*** Opening Available records ***

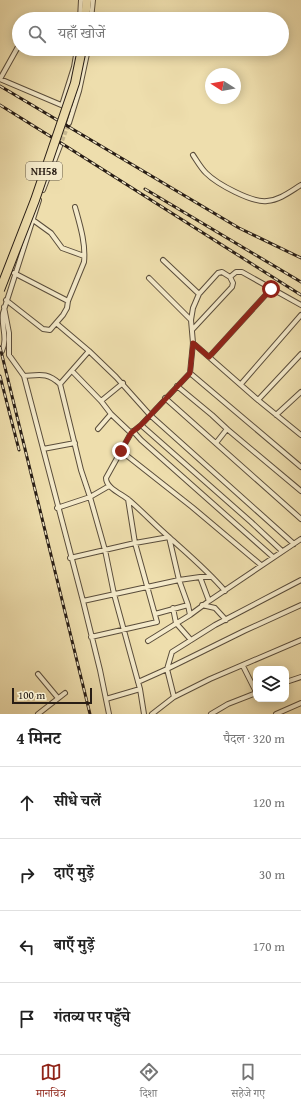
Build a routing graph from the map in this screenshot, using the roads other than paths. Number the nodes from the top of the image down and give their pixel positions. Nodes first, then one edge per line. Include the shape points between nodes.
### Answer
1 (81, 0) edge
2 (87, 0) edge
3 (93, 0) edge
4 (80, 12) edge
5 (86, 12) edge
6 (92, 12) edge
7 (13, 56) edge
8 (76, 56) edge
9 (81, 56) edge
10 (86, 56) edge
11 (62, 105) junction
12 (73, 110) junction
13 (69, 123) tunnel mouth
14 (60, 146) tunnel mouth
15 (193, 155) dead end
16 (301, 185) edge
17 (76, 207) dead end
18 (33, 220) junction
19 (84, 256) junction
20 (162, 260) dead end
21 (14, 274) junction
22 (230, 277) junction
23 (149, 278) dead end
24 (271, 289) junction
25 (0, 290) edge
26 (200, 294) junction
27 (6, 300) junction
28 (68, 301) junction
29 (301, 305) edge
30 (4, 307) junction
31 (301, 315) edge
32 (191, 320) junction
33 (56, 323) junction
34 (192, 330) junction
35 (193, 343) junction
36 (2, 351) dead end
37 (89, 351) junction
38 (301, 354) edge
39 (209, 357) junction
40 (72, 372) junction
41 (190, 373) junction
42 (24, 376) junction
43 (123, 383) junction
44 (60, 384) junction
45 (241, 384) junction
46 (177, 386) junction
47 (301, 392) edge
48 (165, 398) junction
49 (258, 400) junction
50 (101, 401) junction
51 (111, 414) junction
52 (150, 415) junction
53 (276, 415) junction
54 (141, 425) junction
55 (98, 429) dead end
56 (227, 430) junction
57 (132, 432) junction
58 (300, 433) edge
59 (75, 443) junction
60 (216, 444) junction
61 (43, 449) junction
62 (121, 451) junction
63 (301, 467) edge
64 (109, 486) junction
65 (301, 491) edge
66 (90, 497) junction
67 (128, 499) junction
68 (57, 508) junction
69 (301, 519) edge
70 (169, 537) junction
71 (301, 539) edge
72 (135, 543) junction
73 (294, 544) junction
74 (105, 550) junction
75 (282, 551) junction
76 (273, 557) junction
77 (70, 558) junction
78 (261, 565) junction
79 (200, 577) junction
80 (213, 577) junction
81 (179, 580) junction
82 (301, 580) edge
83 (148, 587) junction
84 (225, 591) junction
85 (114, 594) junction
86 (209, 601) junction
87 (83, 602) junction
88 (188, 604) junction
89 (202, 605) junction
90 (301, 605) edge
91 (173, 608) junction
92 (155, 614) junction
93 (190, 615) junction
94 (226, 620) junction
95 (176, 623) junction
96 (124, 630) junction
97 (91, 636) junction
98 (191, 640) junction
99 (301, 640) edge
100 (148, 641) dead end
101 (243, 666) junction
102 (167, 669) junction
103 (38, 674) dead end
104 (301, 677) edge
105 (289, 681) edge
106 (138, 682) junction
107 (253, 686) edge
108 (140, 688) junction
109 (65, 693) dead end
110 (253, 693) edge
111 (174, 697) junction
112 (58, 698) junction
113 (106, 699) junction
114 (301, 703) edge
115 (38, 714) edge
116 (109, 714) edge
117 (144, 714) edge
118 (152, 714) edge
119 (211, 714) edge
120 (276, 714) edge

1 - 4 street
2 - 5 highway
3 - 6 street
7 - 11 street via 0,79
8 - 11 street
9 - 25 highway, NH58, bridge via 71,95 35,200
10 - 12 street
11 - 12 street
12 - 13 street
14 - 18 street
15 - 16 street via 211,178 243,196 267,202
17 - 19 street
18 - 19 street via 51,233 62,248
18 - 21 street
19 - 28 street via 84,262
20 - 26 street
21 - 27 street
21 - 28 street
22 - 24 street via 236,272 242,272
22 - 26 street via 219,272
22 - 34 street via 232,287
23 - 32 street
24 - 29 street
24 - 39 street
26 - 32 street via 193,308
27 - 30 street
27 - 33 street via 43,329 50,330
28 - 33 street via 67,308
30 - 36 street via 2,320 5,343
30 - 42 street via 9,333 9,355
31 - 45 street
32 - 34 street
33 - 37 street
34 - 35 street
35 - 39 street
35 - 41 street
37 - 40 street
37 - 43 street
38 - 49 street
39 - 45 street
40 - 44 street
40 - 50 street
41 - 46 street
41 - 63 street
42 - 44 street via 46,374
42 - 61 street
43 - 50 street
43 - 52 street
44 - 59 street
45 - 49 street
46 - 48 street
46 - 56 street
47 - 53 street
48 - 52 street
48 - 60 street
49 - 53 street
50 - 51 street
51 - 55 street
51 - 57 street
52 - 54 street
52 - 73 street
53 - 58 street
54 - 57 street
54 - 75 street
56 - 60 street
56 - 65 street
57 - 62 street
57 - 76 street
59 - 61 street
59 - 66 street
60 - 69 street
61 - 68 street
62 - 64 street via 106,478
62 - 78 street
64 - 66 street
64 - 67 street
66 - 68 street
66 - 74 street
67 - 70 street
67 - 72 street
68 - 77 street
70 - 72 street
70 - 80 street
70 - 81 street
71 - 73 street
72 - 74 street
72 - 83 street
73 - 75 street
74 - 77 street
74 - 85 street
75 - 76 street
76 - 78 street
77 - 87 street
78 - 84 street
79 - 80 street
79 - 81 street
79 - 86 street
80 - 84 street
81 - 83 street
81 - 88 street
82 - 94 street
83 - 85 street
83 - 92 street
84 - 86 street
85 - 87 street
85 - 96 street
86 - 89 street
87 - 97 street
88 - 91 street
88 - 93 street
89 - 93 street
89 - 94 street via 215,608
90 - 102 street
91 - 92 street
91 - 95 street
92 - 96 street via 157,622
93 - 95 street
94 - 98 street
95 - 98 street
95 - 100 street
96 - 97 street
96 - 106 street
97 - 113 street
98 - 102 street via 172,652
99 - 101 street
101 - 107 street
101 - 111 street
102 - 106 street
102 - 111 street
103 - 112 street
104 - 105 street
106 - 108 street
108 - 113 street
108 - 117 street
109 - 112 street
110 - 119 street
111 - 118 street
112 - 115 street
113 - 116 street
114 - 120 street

*** Closing Available records ***

## Task requirements
Each record above is to be copied exactly. Drop the pictures.

## Solution for this exercise
Build a routing graph from the map in this screenshot, using the roads other than paths. Number the nodes from the top of the image down and give their pixel positions. Nodes first, then one edge per line. Include the shape points between nodes.
### Answer
1 (81, 0) edge
2 (87, 0) edge
3 (93, 0) edge
4 (80, 12) edge
5 (86, 12) edge
6 (92, 12) edge
7 (13, 56) edge
8 (76, 56) edge
9 (81, 56) edge
10 (86, 56) edge
11 (62, 105) junction
12 (73, 110) junction
13 (69, 123) tunnel mouth
14 (60, 146) tunnel mouth
15 (193, 155) dead end
16 (301, 185) edge
17 (76, 207) dead end
18 (33, 220) junction
19 (84, 256) junction
20 (162, 260) dead end
21 (14, 274) junction
22 (230, 277) junction
23 (149, 278) dead end
24 (271, 289) junction
25 (0, 290) edge
26 (200, 294) junction
27 (6, 300) junction
28 (68, 301) junction
29 (301, 305) edge
30 (4, 307) junction
31 (301, 315) edge
32 (191, 320) junction
33 (56, 323) junction
34 (192, 330) junction
35 (193, 343) junction
36 (2, 351) dead end
37 (89, 351) junction
38 (301, 354) edge
39 (209, 357) junction
40 (72, 372) junction
41 (190, 373) junction
42 (24, 376) junction
43 (123, 383) junction
44 (60, 384) junction
45 (241, 384) junction
46 (177, 386) junction
47 (301, 392) edge
48 (165, 398) junction
49 (258, 400) junction
50 (101, 401) junction
51 (111, 414) junction
52 (150, 415) junction
53 (276, 415) junction
54 (141, 425) junction
55 (98, 429) dead end
56 (227, 430) junction
57 (132, 432) junction
58 (300, 433) edge
59 (75, 443) junction
60 (216, 444) junction
61 (43, 449) junction
62 (121, 451) junction
63 (301, 467) edge
64 (109, 486) junction
65 (301, 491) edge
66 (90, 497) junction
67 (128, 499) junction
68 (57, 508) junction
69 (301, 519) edge
70 (169, 537) junction
71 (301, 539) edge
72 (135, 543) junction
73 (294, 544) junction
74 (105, 550) junction
75 (282, 551) junction
76 (273, 557) junction
77 (70, 558) junction
78 (261, 565) junction
79 (200, 577) junction
80 (213, 577) junction
81 (179, 580) junction
82 (301, 580) edge
83 (148, 587) junction
84 (225, 591) junction
85 (114, 594) junction
86 (209, 601) junction
87 (83, 602) junction
88 (188, 604) junction
89 (202, 605) junction
90 (301, 605) edge
91 (173, 608) junction
92 (155, 614) junction
93 (190, 615) junction
94 (226, 620) junction
95 (176, 623) junction
96 (124, 630) junction
97 (91, 636) junction
98 (191, 640) junction
99 (301, 640) edge
100 (148, 641) dead end
101 (243, 666) junction
102 (167, 669) junction
103 (38, 674) dead end
104 (301, 677) edge
105 (289, 681) edge
106 (138, 682) junction
107 (253, 686) edge
108 (140, 688) junction
109 (65, 693) dead end
110 (253, 693) edge
111 (174, 697) junction
112 (58, 698) junction
113 (106, 699) junction
114 (301, 703) edge
115 (38, 714) edge
116 (109, 714) edge
117 (144, 714) edge
118 (152, 714) edge
119 (211, 714) edge
120 (276, 714) edge

1 - 4 street
2 - 5 highway
3 - 6 street
7 - 11 street via 0,79
8 - 11 street
9 - 25 highway, NH58, bridge via 71,95 35,200
10 - 12 street
11 - 12 street
12 - 13 street
14 - 18 street
15 - 16 street via 211,178 243,196 267,202
17 - 19 street
18 - 19 street via 51,233 62,248
18 - 21 street
19 - 28 street via 84,262
20 - 26 street
21 - 27 street
21 - 28 street
22 - 24 street via 236,272 242,272
22 - 26 street via 219,272
22 - 34 street via 232,287
23 - 32 street
24 - 29 street
24 - 39 street
26 - 32 street via 193,308
27 - 30 street
27 - 33 street via 43,329 50,330
28 - 33 street via 67,308
30 - 36 street via 2,320 5,343
30 - 42 street via 9,333 9,355
31 - 45 street
32 - 34 street
33 - 37 street
34 - 35 street
35 - 39 street
35 - 41 street
37 - 40 street
37 - 43 street
38 - 49 street
39 - 45 street
40 - 44 street
40 - 50 street
41 - 46 street
41 - 63 street
42 - 44 street via 46,374
42 - 61 street
43 - 50 street
43 - 52 street
44 - 59 street
45 - 49 street
46 - 48 street
46 - 56 street
47 - 53 street
48 - 52 street
48 - 60 street
49 - 53 street
50 - 51 street
51 - 55 street
51 - 57 street
52 - 54 street
52 - 73 street
53 - 58 street
54 - 57 street
54 - 75 street
56 - 60 street
56 - 65 street
57 - 62 street
57 - 76 street
59 - 61 street
59 - 66 street
60 - 69 street
61 - 68 street
62 - 64 street via 106,478
62 - 78 street
64 - 66 street
64 - 67 street
66 - 68 street
66 - 74 street
67 - 70 street
67 - 72 street
68 - 77 street
70 - 72 street
70 - 80 street
70 - 81 street
71 - 73 street
72 - 74 street
72 - 83 street
73 - 75 street
74 - 77 street
74 - 85 street
75 - 76 street
76 - 78 street
77 - 87 street
78 - 84 street
79 - 80 street
79 - 81 street
79 - 86 street
80 - 84 street
81 - 83 street
81 - 88 street
82 - 94 street
83 - 85 street
83 - 92 street
84 - 86 street
85 - 87 street
85 - 96 street
86 - 89 street
87 - 97 street
88 - 91 street
88 - 93 street
89 - 93 street
89 - 94 street via 215,608
90 - 102 street
91 - 92 street
91 - 95 street
92 - 96 street via 157,622
93 - 95 street
94 - 98 street
95 - 98 street
95 - 100 street
96 - 97 street
96 - 106 street
97 - 113 street
98 - 102 street via 172,652
99 - 101 street
101 - 107 street
101 - 111 street
102 - 106 street
102 - 111 street
103 - 112 street
104 - 105 street
106 - 108 street
108 - 113 street
108 - 117 street
109 - 112 street
110 - 119 street
111 - 118 street
112 - 115 street
113 - 116 street
114 - 120 street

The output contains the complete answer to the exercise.